*** Task material
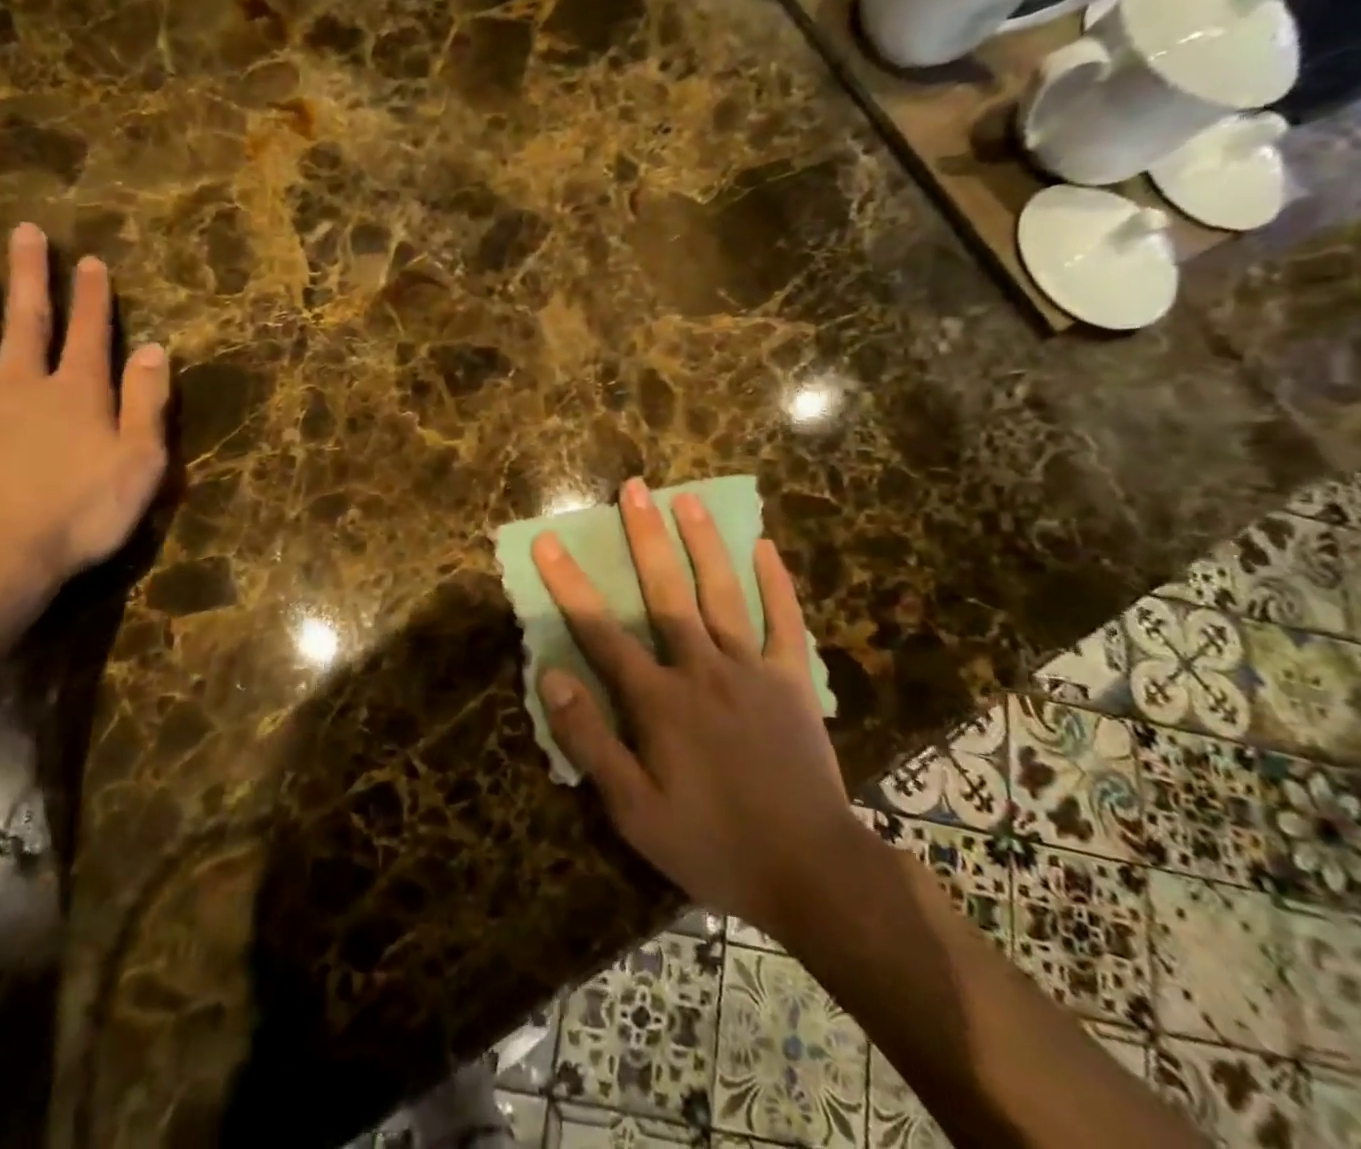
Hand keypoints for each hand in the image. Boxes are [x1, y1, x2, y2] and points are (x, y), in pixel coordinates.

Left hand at [0, 222, 170, 590]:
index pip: (90, 333)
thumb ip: (146, 403)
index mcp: (76, 393)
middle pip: (26, 321)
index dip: (92, 297)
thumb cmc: (78, 514)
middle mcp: (20, 384)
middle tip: (24, 233)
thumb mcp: (139, 462)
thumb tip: (155, 348)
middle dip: (28, 276)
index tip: (90, 260)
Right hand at [533, 478, 853, 932]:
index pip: (601, 631)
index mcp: (658, 699)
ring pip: (722, 593)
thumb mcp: (633, 810)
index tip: (549, 540)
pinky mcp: (793, 680)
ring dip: (703, 544)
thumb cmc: (712, 843)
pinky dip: (776, 584)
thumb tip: (550, 677)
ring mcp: (751, 669)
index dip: (569, 584)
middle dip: (645, 537)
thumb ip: (589, 740)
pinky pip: (785, 622)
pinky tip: (766, 548)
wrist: (812, 872)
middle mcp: (701, 668)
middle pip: (665, 592)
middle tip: (634, 489)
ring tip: (688, 499)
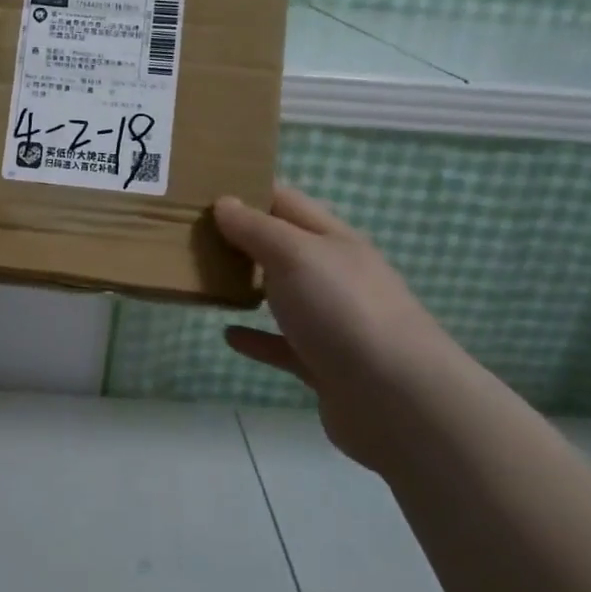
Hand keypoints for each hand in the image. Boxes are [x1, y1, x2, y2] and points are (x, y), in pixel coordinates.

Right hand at [214, 186, 469, 470]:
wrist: (398, 400)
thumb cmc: (343, 310)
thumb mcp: (295, 255)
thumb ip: (257, 229)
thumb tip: (224, 202)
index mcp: (332, 239)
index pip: (286, 202)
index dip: (248, 192)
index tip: (203, 192)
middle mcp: (334, 275)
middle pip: (283, 247)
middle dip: (242, 239)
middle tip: (192, 235)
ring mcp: (332, 321)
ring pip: (282, 295)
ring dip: (248, 286)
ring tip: (205, 279)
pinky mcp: (324, 364)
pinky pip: (282, 345)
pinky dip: (256, 338)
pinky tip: (228, 335)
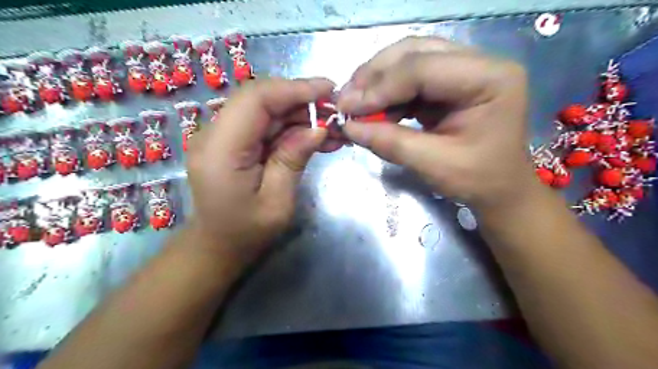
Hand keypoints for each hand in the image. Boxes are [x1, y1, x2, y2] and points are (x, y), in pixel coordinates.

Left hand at [185, 80, 333, 266]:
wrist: (217, 246)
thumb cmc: (246, 233)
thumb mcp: (277, 203)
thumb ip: (292, 160)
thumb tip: (318, 128)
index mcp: (221, 151)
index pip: (255, 100)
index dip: (293, 89)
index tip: (328, 90)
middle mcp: (215, 135)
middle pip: (260, 99)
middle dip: (301, 100)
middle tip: (335, 110)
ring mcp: (222, 136)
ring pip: (265, 110)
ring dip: (300, 114)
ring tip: (331, 127)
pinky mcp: (233, 142)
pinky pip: (264, 125)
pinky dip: (291, 127)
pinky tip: (315, 136)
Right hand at [336, 37, 536, 210]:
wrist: (499, 189)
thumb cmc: (478, 180)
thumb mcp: (434, 165)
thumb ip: (391, 142)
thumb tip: (348, 126)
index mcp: (489, 79)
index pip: (423, 68)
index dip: (381, 87)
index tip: (347, 108)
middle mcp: (479, 63)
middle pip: (415, 53)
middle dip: (375, 76)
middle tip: (346, 100)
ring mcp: (464, 69)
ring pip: (409, 60)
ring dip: (377, 81)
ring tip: (354, 104)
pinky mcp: (449, 83)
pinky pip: (410, 77)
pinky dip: (387, 92)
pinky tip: (372, 108)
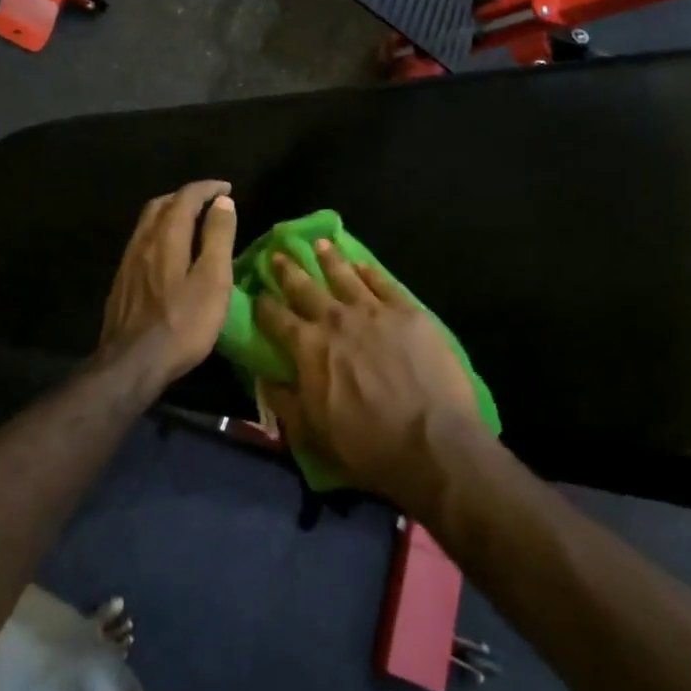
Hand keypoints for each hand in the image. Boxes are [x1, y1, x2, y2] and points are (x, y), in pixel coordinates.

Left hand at [98, 181, 237, 390]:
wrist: (132, 363)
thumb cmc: (182, 322)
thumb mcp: (213, 279)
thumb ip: (218, 237)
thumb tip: (223, 202)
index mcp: (167, 236)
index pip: (185, 197)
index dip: (207, 188)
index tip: (226, 189)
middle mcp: (143, 241)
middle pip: (160, 204)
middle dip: (185, 197)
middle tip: (208, 203)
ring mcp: (128, 262)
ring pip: (147, 223)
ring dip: (169, 214)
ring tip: (190, 223)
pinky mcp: (121, 282)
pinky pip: (140, 243)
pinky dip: (158, 234)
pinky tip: (167, 254)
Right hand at [256, 241, 484, 510]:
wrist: (432, 443)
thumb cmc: (367, 445)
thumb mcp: (312, 433)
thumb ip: (284, 402)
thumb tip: (263, 378)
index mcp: (308, 347)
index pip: (276, 317)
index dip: (264, 304)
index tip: (257, 292)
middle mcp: (336, 319)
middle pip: (306, 287)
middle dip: (289, 270)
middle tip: (280, 252)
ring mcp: (373, 311)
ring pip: (344, 275)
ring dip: (329, 259)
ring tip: (320, 245)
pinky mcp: (407, 311)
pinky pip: (383, 282)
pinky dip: (369, 270)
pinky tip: (362, 264)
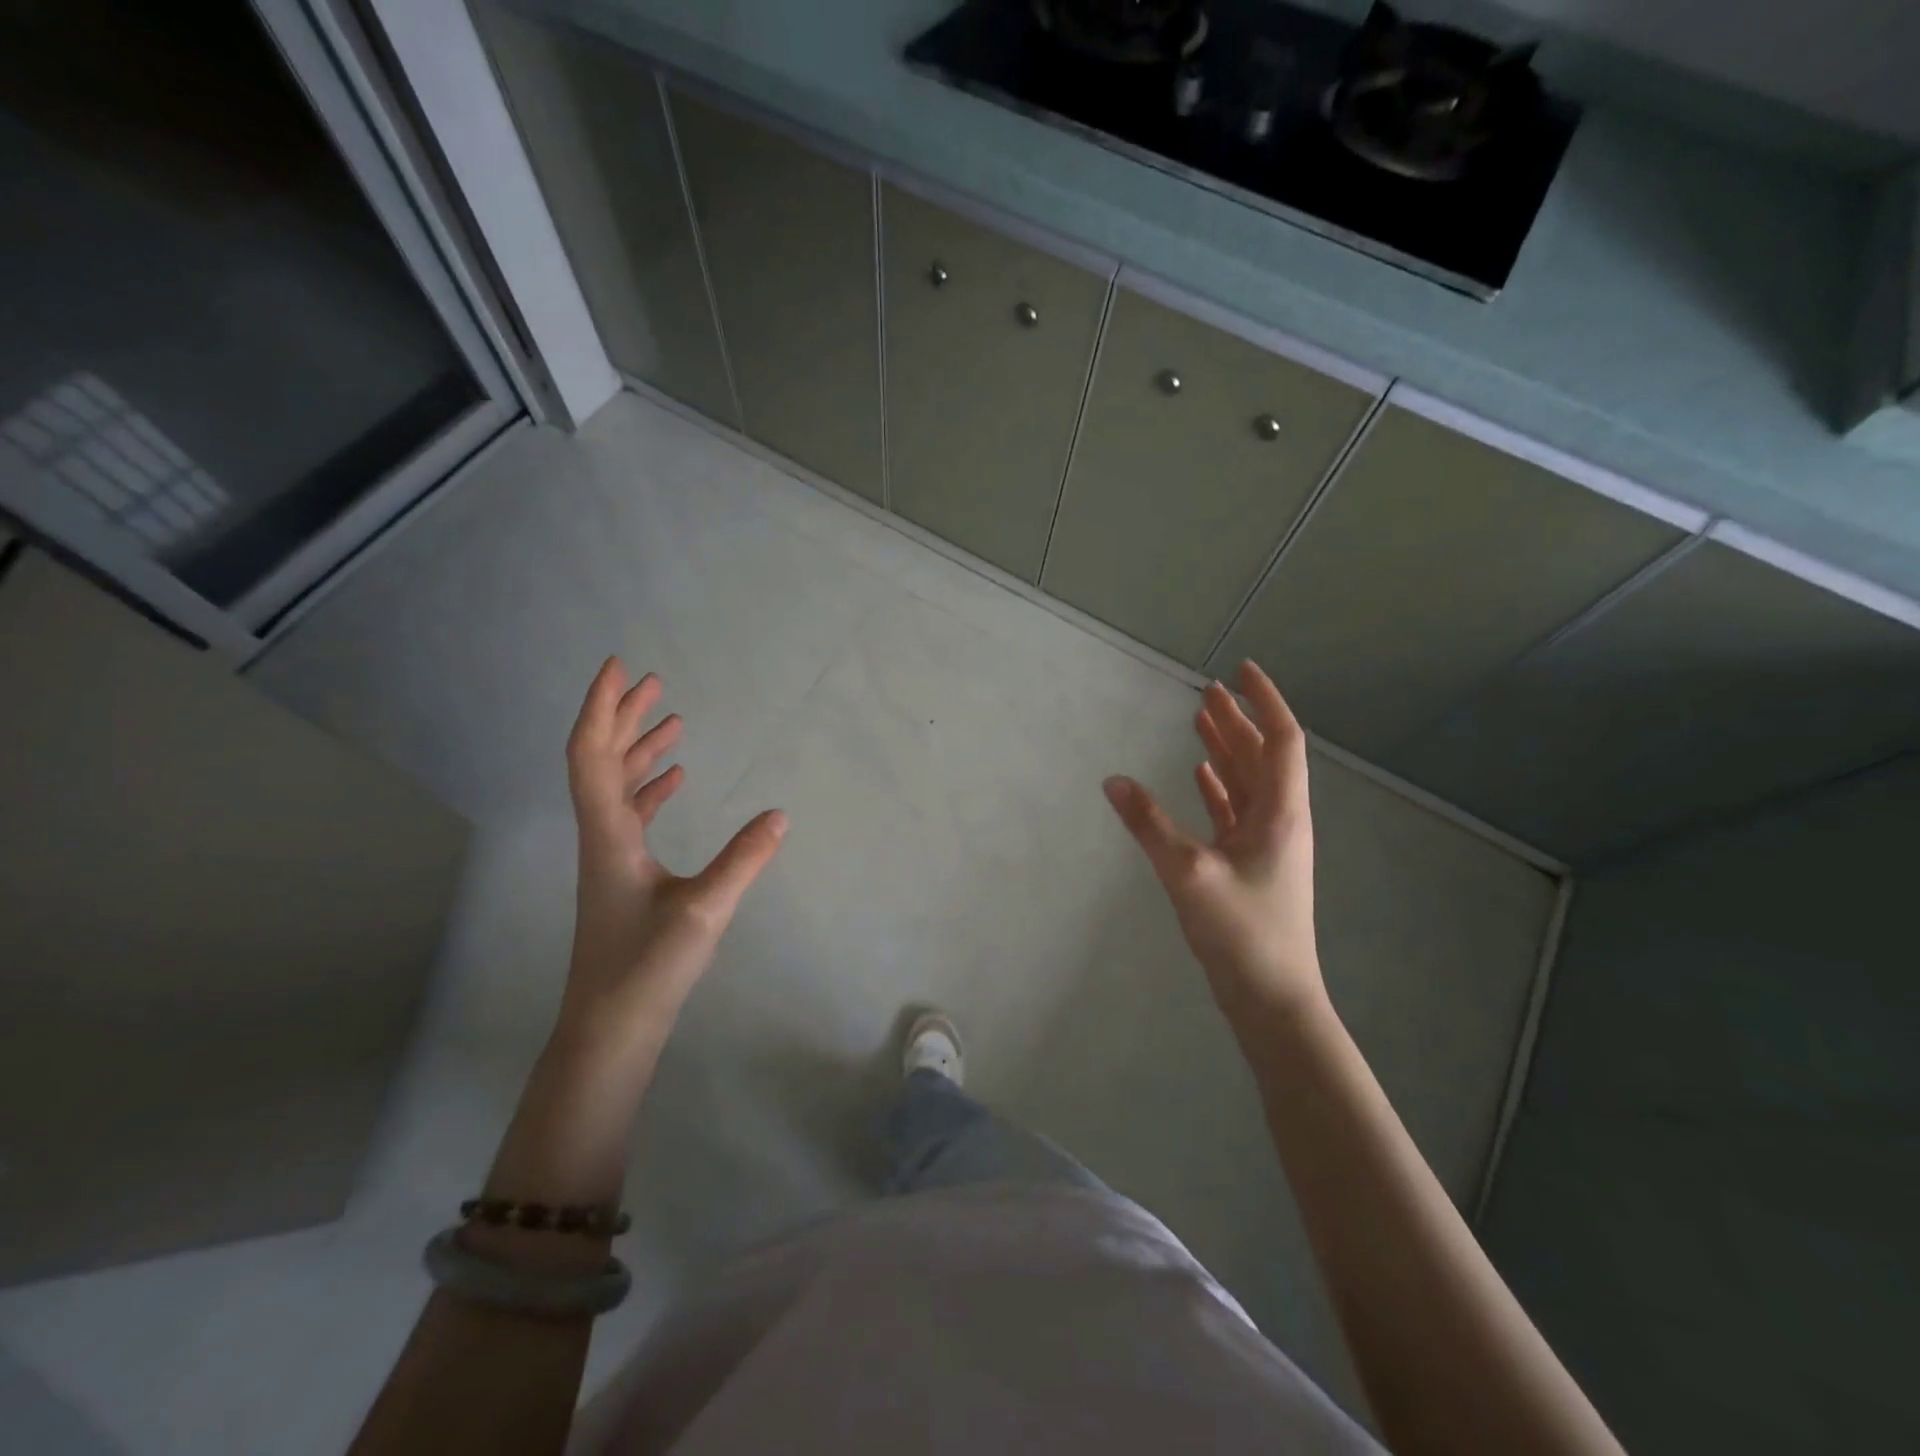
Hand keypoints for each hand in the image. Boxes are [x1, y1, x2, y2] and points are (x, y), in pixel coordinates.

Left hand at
******
## What you have to do
Retype the entries above exactly, starting at their first line and ending with the line that holds "thumb tip: (224, 202)"; pictures stay out.

## Your solution
Hand keypoints for each hand in the image. Boxes are [x1, y1, x2, y2] and points are (x, y), in pixel coordinates.

Left hand at [0, 222, 170, 590]:
index pip: (90, 333)
thumb ip: (146, 403)
index mcp: (76, 393)
middle pip: (26, 321)
index dip: (92, 297)
thumb cmc: (78, 514)
middle mcp: (20, 384)
middle tip: (24, 233)
thumb mcp: (139, 462)
thumb tip: (155, 348)
middle dip: (28, 276)
index tip: (90, 260)
Right hand at [533, 478, 853, 932]:
index pip: (601, 631)
index mcp: (658, 699)
ring pip: (722, 593)
thumb mcp: (633, 810)
index tip: (549, 540)
pinky mcp: (793, 680)
ring dip: (703, 544)
thumb cmc: (712, 843)
pinky dip: (776, 584)
thumb tip: (550, 677)
ring mcp: (751, 669)
index dip: (569, 584)
middle dip: (645, 537)
thumb ip: (589, 740)
pinky pip: (785, 622)
pinky tip: (766, 548)
wrist: (812, 872)
middle mcp: (701, 668)
middle pip: (665, 592)
middle tip: (634, 489)
ring tip: (688, 499)
Hand keypoints for each hand in the image. Boxes are [x1, y1, x2, y2] and points are (x, y), in pixel coordinates.

Right hand at [214, 186, 469, 470]:
wrist: (398, 400)
thumb cmc: (343, 310)
thumb mcp: (295, 255)
thumb ip: (257, 229)
thumb tip: (224, 202)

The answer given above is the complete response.